Stored data entries:
------
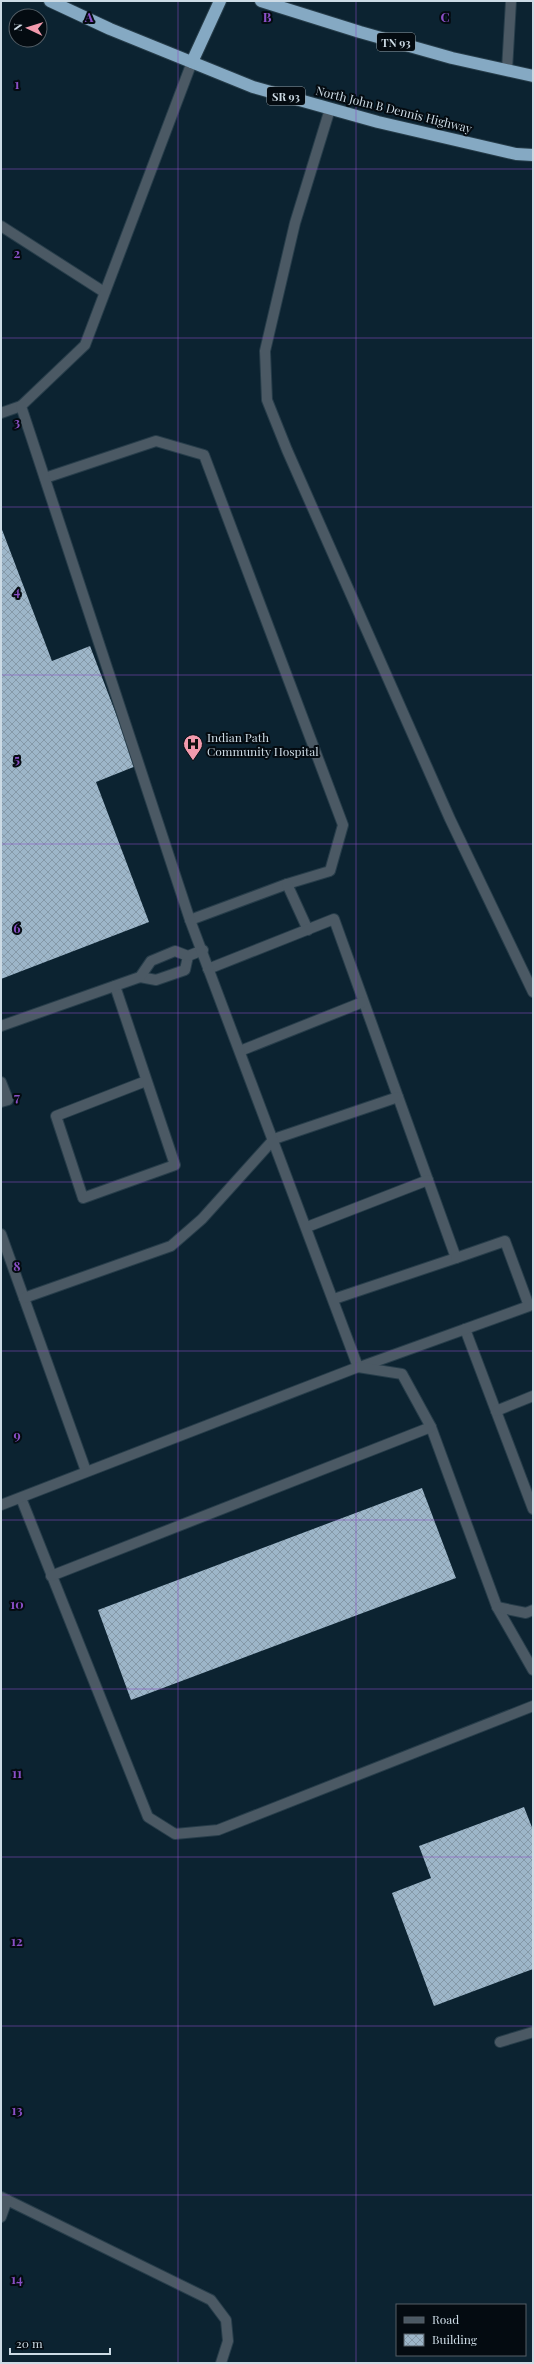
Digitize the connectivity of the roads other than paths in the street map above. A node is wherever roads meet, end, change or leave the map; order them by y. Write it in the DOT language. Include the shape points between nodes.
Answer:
graph roads {
  1 [pos="50,1"];
  2 [pos="220,1"];
  3 [pos="261,1"];
  4 [pos="511,1"];
  5 [pos="192,62"];
  6 [pos="507,70"];
  7 [pos="533,76"];
  8 [pos="330,108"];
  9 [pos="533,156"];
  10 [pos="1,226"];
  11 [pos="104,292"];
  12 [pos="21,406"];
  13 [pos="1,413"];
  14 [pos="45,478"];
  15 [pos="287,884"];
  16 [pos="190,920"];
  17 [pos="308,930"];
  18 [pos="202,950"];
  19 [pos="188,956"];
  20 [pos="208,969"];
  21 [pos="140,977"];
  22 [pos="115,986"];
  23 [pos="533,992"];
  24 [pos="363,1002"];
  25 [pos="1,1026"];
  26 [pos="240,1051"];
  27 [pos="146,1081"];
  28 [pos="1,1082"];
  29 [pos="398,1097"];
  30 [pos="1,1102"];
  31 [pos="274,1139"];
  32 [pos="428,1180"];
  33 [pos="307,1228"];
  34 [pos="1,1234"];
  35 [pos="456,1258"];
  36 [pos="24,1298"];
  37 [pos="334,1299"];
  38 [pos="465,1329"];
  39 [pos="358,1367"];
  40 [pos="533,1396"];
  41 [pos="496,1411"];
  42 [pos="431,1427"];
  43 [pos="86,1471"];
  44 [pos="21,1498"];
  45 [pos="1,1505"];
  46 [pos="533,1509"];
  47 [pos="51,1576"];
  48 [pos="497,1607"];
  49 [pos="533,1610"];
  50 [pos="533,1670"];
  51 [pos="533,1706"];
  52 [pos="533,2032"];
  53 [pos="500,2042"];
  54 [pos="4,2198"];
  55 [pos="1,2218"];
  56 [pos="221,2363"];
  1 -- 5 [label="highway, North John B Dennis Highway / SR 93" via="110,29"];
  2 -- 5 [label="highway"];
  3 -- 6 [label="highway, TN 93" via="360,32"];
  4 -- 6 [label="lane"];
  5 -- 8 [label="highway, North John B Dennis Highway / SR 93" via="253,87"];
  5 -- 11 [label="lane"];
  6 -- 7 [label="highway, TN 93"];
  8 -- 9 [label="highway, North John B Dennis Highway / SR 93" via="378,122"];
  8 -- 23 [label="lane" via="295,223 265,351 267,400 450,819"];
  10 -- 11 [label="lane"];
  11 -- 12 [label="lane" via="85,345"];
  12 -- 13 [label="lane"];
  12 -- 14 [label="lane"];
  14 -- 15 [label="lane" via="156,441 204,455 342,826 330,871"];
  14 -- 16 [label="lane"];
  15 -- 16 [label="lane"];
  15 -- 17 [label="lane"];
  16 -- 18 [label="lane"];
  17 -- 20 [label="lane"];
  17 -- 24 [label="lane" via="334,919"];
  18 -- 19 [label="lane"];
  18 -- 20 [label="lane"];
  19 -- 21 [label="lane" via="175,952 151,961"];
  19 -- 21 [label="lane" via="185,970 156,980"];
  20 -- 26 [label="lane"];
  21 -- 22 [label="lane"];
  22 -- 25 [label="lane"];
  22 -- 27 [label="lane"];
  24 -- 26 [label="lane"];
  24 -- 29 [label="lane"];
  26 -- 31 [label="lane"];
  27 -- 27 [label="lane" via="175,1165 83,1198 56,1116"];
  28 -- 30 [label="lane" via="8,1100"];
  29 -- 31 [label="lane"];
  29 -- 32 [label="lane"];
  31 -- 33 [label="lane"];
  31 -- 36 [label="lane" via="202,1219 171,1246"];
  32 -- 33 [label="lane"];
  32 -- 35 [label="lane"];
  33 -- 37 [label="lane"];
  34 -- 36 [label="lane"];
  35 -- 37 [label="lane"];
  35 -- 38 [label="lane" via="505,1241 529,1306"];
  36 -- 43 [label="lane"];
  37 -- 39 [label="lane"];
  38 -- 39 [label="lane"];
  38 -- 41 [label="lane"];
  39 -- 42 [label="lane" via="402,1374"];
  39 -- 43 [label="lane"];
  40 -- 41 [label="lane"];
  41 -- 46 [label="lane"];
  42 -- 47 [label="lane"];
  42 -- 48 [label="lane"];
  43 -- 44 [label="lane"];
  44 -- 45 [label="lane"];
  44 -- 47 [label="lane"];
  47 -- 51 [label="lane" via="148,1817 174,1834 218,1830"];
  48 -- 49 [label="lane" via="526,1613"];
  48 -- 50 [label="lane"];
  52 -- 53 [label="lane"];
  54 -- 55 [label="lane"];
  54 -- 56 [label="lane" via="211,2300 226,2320 228,2341"];
}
------
Exercise objective =
Copy out every line in the records where the word "John" is found.

Exercise response =
  1 -- 5 [label="highway, North John B Dennis Highway / SR 93" via="110,29"];
  5 -- 8 [label="highway, North John B Dennis Highway / SR 93" via="253,87"];
  8 -- 9 [label="highway, North John B Dennis Highway / SR 93" via="378,122"];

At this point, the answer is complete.